The FTSE 100 (FTSEINDICES: ^FTSE) has been going largely sideways for the past couple of months, although September has seen it starting to creep back up again towards the 13-year record of 6,876 set in May. Improving economic indicators suggest the record should be beaten before too much longer, though ironically it will lead to the cutting of stimulus measures and downwards pressure on shares in the short term.
But there are always individual shares reaching new highs. Here are three from the indices leading the way today:
J Sainsbury
Of the FTSE’s big supermarkets, J Sainsbury (LSE: SBRY) has had the best year so far, with its shares up around 18% over the past 12 months and beating the index. That includes a rise of 2p today to a 52-week high of 402.7p. We’re only a few weeks away from the company’s first-half trading statement, due on 1 October, and if it’s in line with forecasts it should be good.
Analysts are predicting a 6% rise in earnings per share, putting the shares on a forward P/E of 12.5, and there’s a dividend yield of 4.4% forecast. That’s pretty much in line with the current valuation of rivals Tesco and Wm Morrison.
Informa
Shares in publishing and conference firm Informa (LSE: INF) have done even better, gaining 30% over the past 12 months to reach a high of 545p today. Steady years of dividend progress have helped boost the price, with 2012 seeing a 10% uplift in the annual payout and there’s a further rise of 6.5% forecast for this year, which should provide a yield of around 3.7%.
For the first-half to 30 June, Informa recorded a statutory loss of £56.3m, but that included a loss from discontinued operations of £115.7m. From continuing operations, we saw an adjusted operating profit rise of 2.7% with adjusted earnings per share (EPS) up 5%, and there was a 6.7% rise in the interim dividend.
DS Smith
DS Smith (LSE: SMDS) is the biggest riser of today’s three, with its shares up more than 50% over 12 months and reaching a high of 285.6p today.
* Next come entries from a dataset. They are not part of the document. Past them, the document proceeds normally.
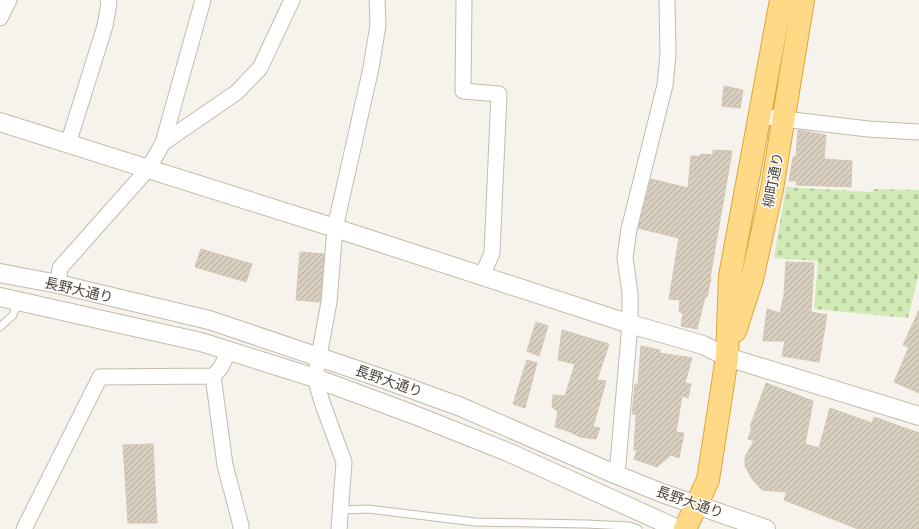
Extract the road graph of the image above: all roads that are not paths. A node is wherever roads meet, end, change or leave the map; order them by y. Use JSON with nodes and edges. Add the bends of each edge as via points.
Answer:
{"nodes":[{"id":1,"x":9,"y":0,"type":"edge"},
{"id":2,"x":108,"y":0,"type":"edge"},
{"id":3,"x":203,"y":0,"type":"edge"},
{"id":4,"x":292,"y":0,"type":"edge"},
{"id":5,"x":377,"y":0,"type":"edge"},
{"id":6,"x":464,"y":0,"type":"edge"},
{"id":7,"x":667,"y":0,"type":"edge"},
{"id":8,"x":781,"y":0,"type":"edge"},
{"id":9,"x":803,"y":0,"type":"edge"},
{"id":10,"x":0,"y":18,"type":"edge"},
{"id":11,"x":759,"y":116,"type":"junction"},
{"id":12,"x":783,"y":120,"type":"junction"},
{"id":13,"x":0,"y":122,"type":"edge"},
{"id":14,"x":919,"y":132,"type":"edge"},
{"id":15,"x":163,"y":142,"type":"junction"},
{"id":16,"x":68,"y":144,"type":"junction"},
{"id":17,"x":148,"y":169,"type":"junction"},
{"id":18,"x":335,"y":228,"type":"junction"},
{"id":19,"x":0,"y":273,"type":"edge"},
{"id":20,"x":482,"y":276,"type":"junction"},
{"id":21,"x":58,"y":284,"type":"junction"},
{"id":22,"x":9,"y":298,"type":"edge"},
{"id":23,"x":630,"y":324,"type":"junction"},
{"id":24,"x":0,"y":327,"type":"edge"},
{"id":25,"x":229,"y":351,"type":"junction"},
{"id":26,"x":319,"y":357,"type":"junction"},
{"id":27,"x":727,"y":357,"type":"junction"},
{"id":28,"x":213,"y":376,"type":"junction"},
{"id":29,"x":315,"y":378,"type":"junction"},
{"id":30,"x":919,"y":416,"type":"edge"},
{"id":31,"x":617,"y":475,"type":"junction"},
{"id":32,"x":697,"y":504,"type":"junction"},
{"id":33,"x":341,"y":510,"type":"junction"},
{"id":34,"x":24,"y":529,"type":"edge"},
{"id":35,"x":241,"y":529,"type":"edge"},
{"id":36,"x":339,"y":529,"type":"edge"},
{"id":37,"x":638,"y":529,"type":"edge"},
{"id":38,"x":678,"y":529,"type":"edge"},
{"id":39,"x":685,"y":529,"type":"edge"},
{"id":40,"x":766,"y":529,"type":"edge"}],
"edges":[{"from":1,"to":10,"type":"street"},
{"from":2,"to":16,"type":"street","via":[[105,26]]},
{"from":3,"to":15,"type":"street"},
{"from":4,"to":15,"type":"street","via":[[260,68],[237,92]]},
{"from":5,"to":18,"type":"street","via":[[378,25],[371,68]]},
{"from":6,"to":20,"type":"street","via":[[463,91],[499,94],[492,253]]},
{"from":7,"to":23,"type":"street","via":[[668,55],[665,85],[629,229],[625,258],[630,293]]},
{"from":8,"to":11,"type":"highway","name":"柳町通り"},
{"from":9,"to":12,"type":"highway","name":"柳町通り"},
{"from":11,"to":12,"type":"street"},
{"from":11,"to":27,"type":"highway","name":"柳町通り","via":[[730,276]]},
{"from":12,"to":14,"type":"street"},
{"from":12,"to":27,"type":"highway","name":"柳町通り","via":[[772,189],[752,279]]},
{"from":13,"to":16,"type":"street"},
{"from":15,"to":17,"type":"street"},
{"from":16,"to":17,"type":"street"},
{"from":17,"to":18,"type":"street"},
{"from":17,"to":21,"type":"street","via":[[60,268]]},
{"from":18,"to":20,"type":"street"},
{"from":18,"to":26,"type":"street","via":[[329,302]]},
{"from":19,"to":21,"type":"street","name":"長野大通り"},
{"from":20,"to":23,"type":"street"},
{"from":21,"to":26,"type":"street","name":"長野大通り","via":[[209,320]]},
{"from":22,"to":24,"type":"lane","via":[[13,315]]},
{"from":22,"to":25,"type":"street","name":"長野大通り","via":[[201,342]]},
{"from":23,"to":27,"type":"street","via":[[703,345]]},
{"from":23,"to":31,"type":"street"},
{"from":25,"to":28,"type":"street","via":[[220,369]]},
{"from":25,"to":29,"type":"street","name":"長野大通り"},
{"from":26,"to":29,"type":"street"},
{"from":26,"to":31,"type":"street","name":"長野大通り","via":[[461,407]]},
{"from":27,"to":30,"type":"street"},
{"from":27,"to":32,"type":"highway","name":"柳町通り","via":[[708,480]]},
{"from":28,"to":34,"type":"street","via":[[100,377]]},
{"from":28,"to":35,"type":"street","via":[[226,465]]},
{"from":29,"to":33,"type":"street","via":[[344,462]]},
{"from":29,"to":38,"type":"street","name":"長野大通り","via":[[510,453]]},
{"from":31,"to":32,"type":"street","name":"長野大通り"},
{"from":32,"to":39,"type":"highway","name":"柳町通り"},
{"from":32,"to":40,"type":"street","name":"長野大通り"},
{"from":33,"to":36,"type":"street"},
{"from":33,"to":37,"type":"lane","via":[[368,510],[475,522],[593,524]]}]}
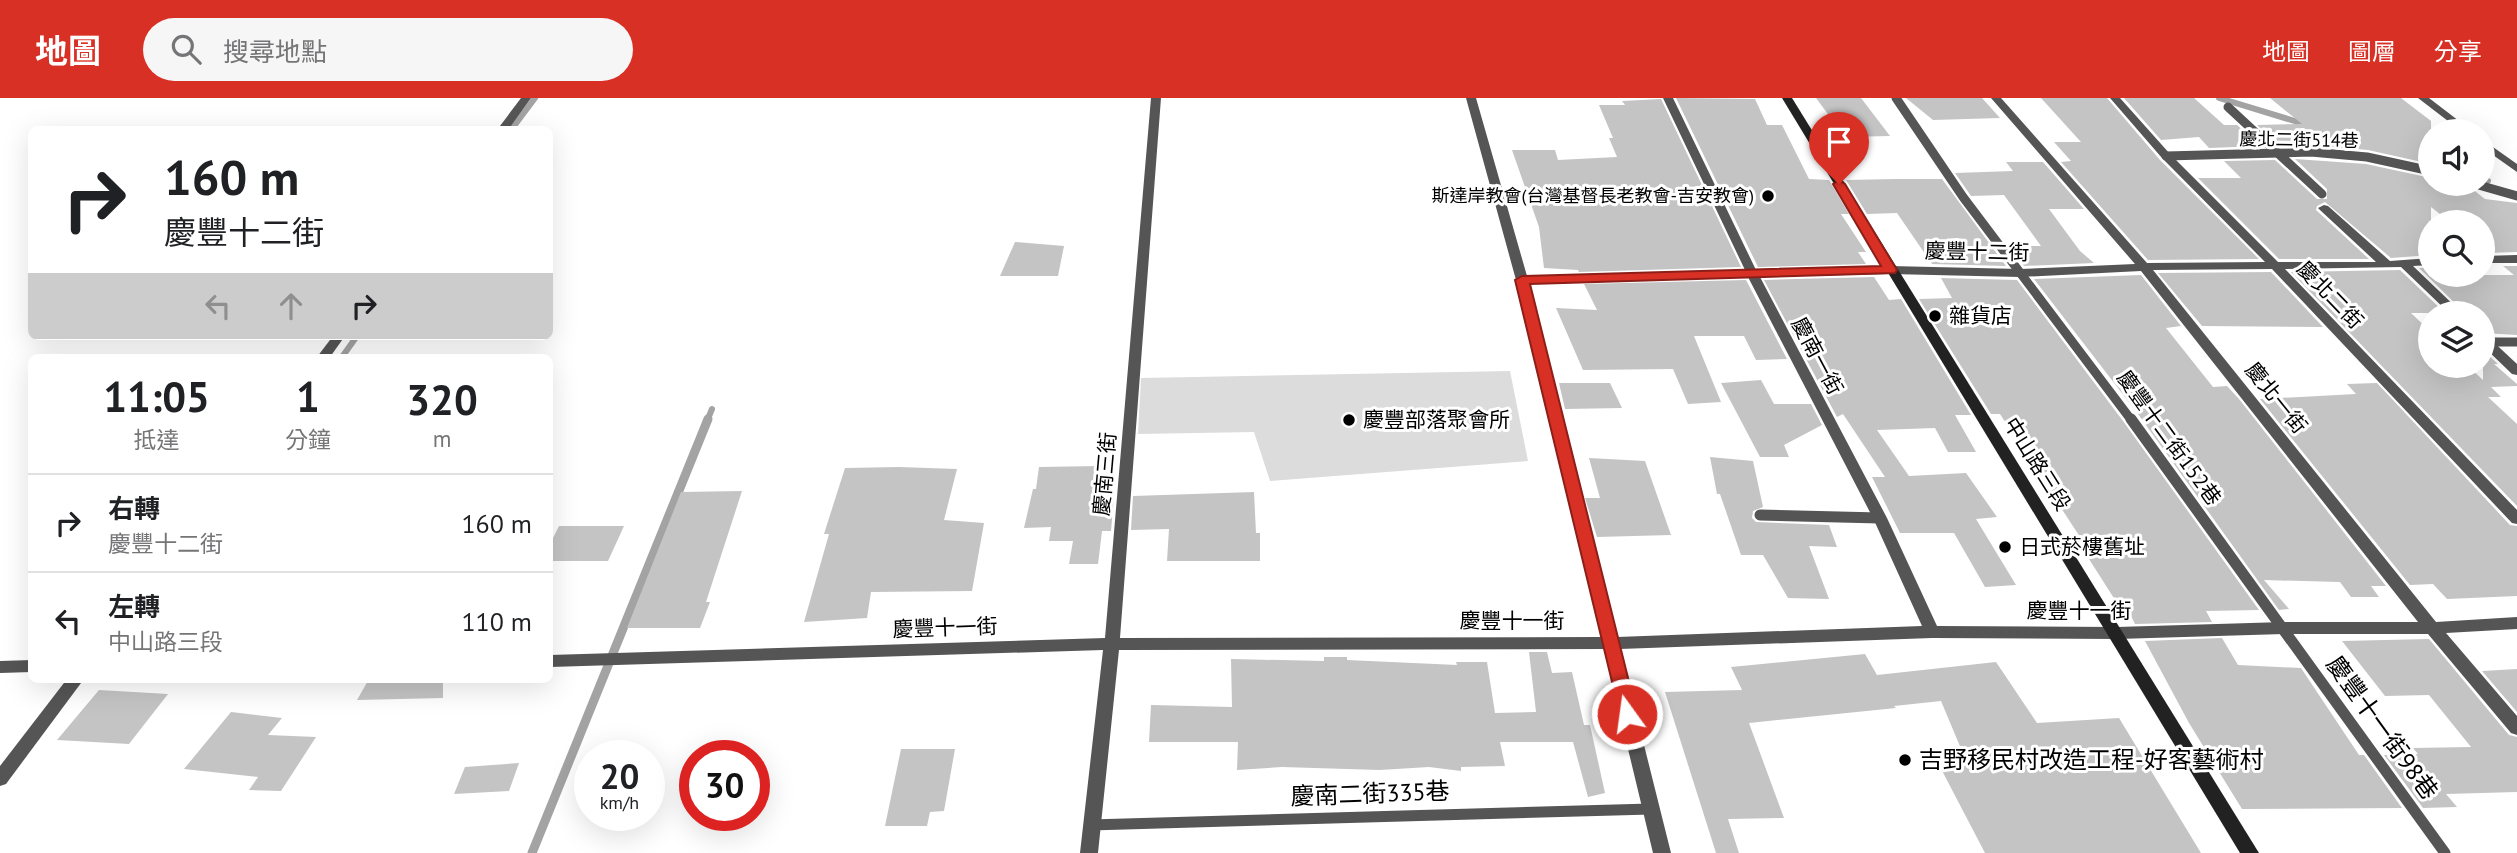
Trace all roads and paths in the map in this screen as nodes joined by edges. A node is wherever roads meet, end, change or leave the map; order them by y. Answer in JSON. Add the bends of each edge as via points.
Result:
{"nodes":[{"id":1,"x":526,"y":98,"type":"edge"},
{"id":2,"x":1156,"y":98,"type":"edge"},
{"id":3,"x":1471,"y":98,"type":"edge"},
{"id":4,"x":1668,"y":98,"type":"edge"},
{"id":5,"x":1787,"y":98,"type":"edge"},
{"id":6,"x":1896,"y":98,"type":"edge"},
{"id":7,"x":1996,"y":98,"type":"edge"},
{"id":8,"x":2115,"y":98,"type":"edge"},
{"id":9,"x":2423,"y":98,"type":"edge"},
{"id":10,"x":2228,"y":107,"type":"dead end"},
{"id":11,"x":2451,"y":119,"type":"edge"},
{"id":12,"x":505,"y":126,"type":"edge"},
{"id":13,"x":2277,"y":152,"type":"junction"},
{"id":14,"x":2495,"y":153,"type":"edge"},
{"id":15,"x":2166,"y":156,"type":"junction"},
{"id":16,"x":2418,"y":168,"type":"edge"},
{"id":17,"x":2517,"y":169,"type":"edge"},
{"id":18,"x":2495,"y":190,"type":"edge"},
{"id":19,"x":2322,"y":194,"type":"dead end"},
{"id":20,"x":2517,"y":196,"type":"edge"},
{"id":21,"x":2325,"y":208,"type":"dead end"},
{"id":22,"x":2517,"y":259,"type":"edge"},
{"id":23,"x":2495,"y":260,"type":"edge"},
{"id":24,"x":2418,"y":261,"type":"edge"},
{"id":25,"x":2402,"y":262,"type":"junction"},
{"id":26,"x":2274,"y":265,"type":"junction"},
{"id":27,"x":2387,"y":265,"type":"junction"},
{"id":28,"x":2144,"y":267,"type":"junction"},
{"id":29,"x":1890,"y":270,"type":"junction"},
{"id":30,"x":2020,"y":273,"type":"junction"},
{"id":31,"x":1752,"y":274,"type":"junction"},
{"id":32,"x":1522,"y":280,"type":"junction"},
{"id":33,"x":2443,"y":301,"type":"edge"},
{"id":34,"x":336,"y":340,"type":"edge"},
{"id":35,"x":2495,"y":341,"type":"edge"},
{"id":36,"x":2517,"y":342,"type":"edge"},
{"id":37,"x":2495,"y":350,"type":"edge"},
{"id":38,"x":325,"y":354,"type":"edge"},
{"id":39,"x":2517,"y":371,"type":"edge"},
{"id":40,"x":1760,"y":515,"type":"dead end"},
{"id":41,"x":1880,"y":517,"type":"junction"},
{"id":42,"x":2517,"y":519,"type":"edge"},
{"id":43,"x":2517,"y":623,"type":"edge"},
{"id":44,"x":2284,"y":628,"type":"junction"},
{"id":45,"x":2432,"y":628,"type":"junction"},
{"id":46,"x":1932,"y":632,"type":"junction"},
{"id":47,"x":2117,"y":633,"type":"junction"},
{"id":48,"x":1610,"y":643,"type":"junction"},
{"id":49,"x":1112,"y":644,"type":"junction"},
{"id":50,"x":553,"y":661,"type":"edge"},
{"id":51,"x":28,"y":666,"type":"edge"},
{"id":52,"x":0,"y":667,"type":"edge"},
{"id":53,"x":73,"y":683,"type":"edge"},
{"id":54,"x":2517,"y":728,"type":"edge"},
{"id":55,"x":0,"y":779,"type":"edge"},
{"id":56,"x":1651,"y":809,"type":"junction"},
{"id":57,"x":1090,"y":825,"type":"junction"},
{"id":58,"x":1089,"y":853,"type":"edge"},
{"id":59,"x":1662,"y":853,"type":"edge"},
{"id":60,"x":2250,"y":853,"type":"edge"},
{"id":61,"x":2445,"y":853,"type":"edge"}],
"edges":[{"from":1,"to":12,"type":"street"},
{"from":2,"to":49,"type":"street","name":"慶南三街"},
{"from":3,"to":32,"type":"street"},
{"from":4,"to":31,"type":"street","name":"慶南一街"},
{"from":5,"to":29,"type":"street","name":"中山路三段"},
{"from":6,"to":30,"type":"lane","name":"慶豐十二街152巷"},
{"from":7,"to":28,"type":"street","name":"慶北一街"},
{"from":8,"to":15,"type":"street","name":"慶北二街"},
{"from":9,"to":11,"type":"street"},
{"from":10,"to":13,"type":"lane"},
{"from":13,"to":15,"type":"lane","name":"慶北二街514巷"},
{"from":13,"to":16,"type":"lane","name":"慶北二街514巷","via":[[2367,157]]},
{"from":13,"to":19,"type":"lane"},
{"from":14,"to":17,"type":"street"},
{"from":15,"to":26,"type":"street","name":"慶北二街"},
{"from":18,"to":20,"type":"lane"},
{"from":21,"to":27,"type":"street"},
{"from":22,"to":23,"type":"street"},
{"from":24,"to":25,"type":"street","name":"慶豐十二街"},
{"from":25,"to":27,"type":"street","name":"慶豐十二街"},
{"from":25,"to":33,"type":"street"},
{"from":26,"to":27,"type":"street","name":"慶豐十二街"},
{"from":26,"to":28,"type":"street","name":"慶豐十二街"},
{"from":26,"to":42,"type":"street","name":"慶北二街"},
{"from":28,"to":30,"type":"street","name":"慶豐十二街"},
{"from":28,"to":45,"type":"street","name":"慶北一街"},
{"from":29,"to":30,"type":"street","name":"慶豐十二街"},
{"from":29,"to":31,"type":"street","name":"慶豐十二街"},
{"from":29,"to":47,"type":"street","name":"中山路三段"},
{"from":30,"to":44,"type":"lane","name":"慶豐十二街152巷"},
{"from":31,"to":32,"type":"street","name":"慶豐十二街"},
{"from":31,"to":41,"type":"street","name":"慶南一街"},
{"from":32,"to":48,"type":"street"},
{"from":34,"to":38,"type":"street"},
{"from":35,"to":36,"type":"lane"},
{"from":37,"to":39,"type":"street"},
{"from":40,"to":41,"type":"lane"},
{"from":41,"to":46,"type":"street","name":"慶南一街"},
{"from":43,"to":45,"type":"street","name":"慶豐十一街"},
{"from":44,"to":45,"type":"street","name":"慶豐十一街"},
{"from":44,"to":47,"type":"street","name":"慶豐十一街"},
{"from":44,"to":61,"type":"lane","name":"慶豐十一街98巷"},
{"from":45,"to":54,"type":"street","name":"慶北一街"},
{"from":46,"to":47,"type":"street","name":"慶豐十一街"},
{"from":46,"to":48,"type":"street","name":"慶豐十一街"},
{"from":47,"to":60,"type":"street","name":"中山路三段"},
{"from":48,"to":49,"type":"street","name":"慶豐十一街"},
{"from":48,"to":56,"type":"street"},
{"from":49,"to":50,"type":"street","name":"慶豐十一街"},
{"from":49,"to":57,"type":"street","name":"慶南三街"},
{"from":51,"to":52,"type":"street"},
{"from":53,"to":55,"type":"street"},
{"from":56,"to":57,"type":"lane","name":"慶南二街335巷"},
{"from":56,"to":59,"type":"street"},
{"from":57,"to":58,"type":"street","name":"慶南三街"}]}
The recycled packaging supplier’s first-quarter update on 3 September told us that the year “has started well and in line with our plans“, although we were given little in the way of numbers.
But after a 36% rise in EPS last year, analysts are forecasting a further 22% this year, suggesting a P/E of around 13. The predicted 17.5% boost to the dividend would yield 3.4%.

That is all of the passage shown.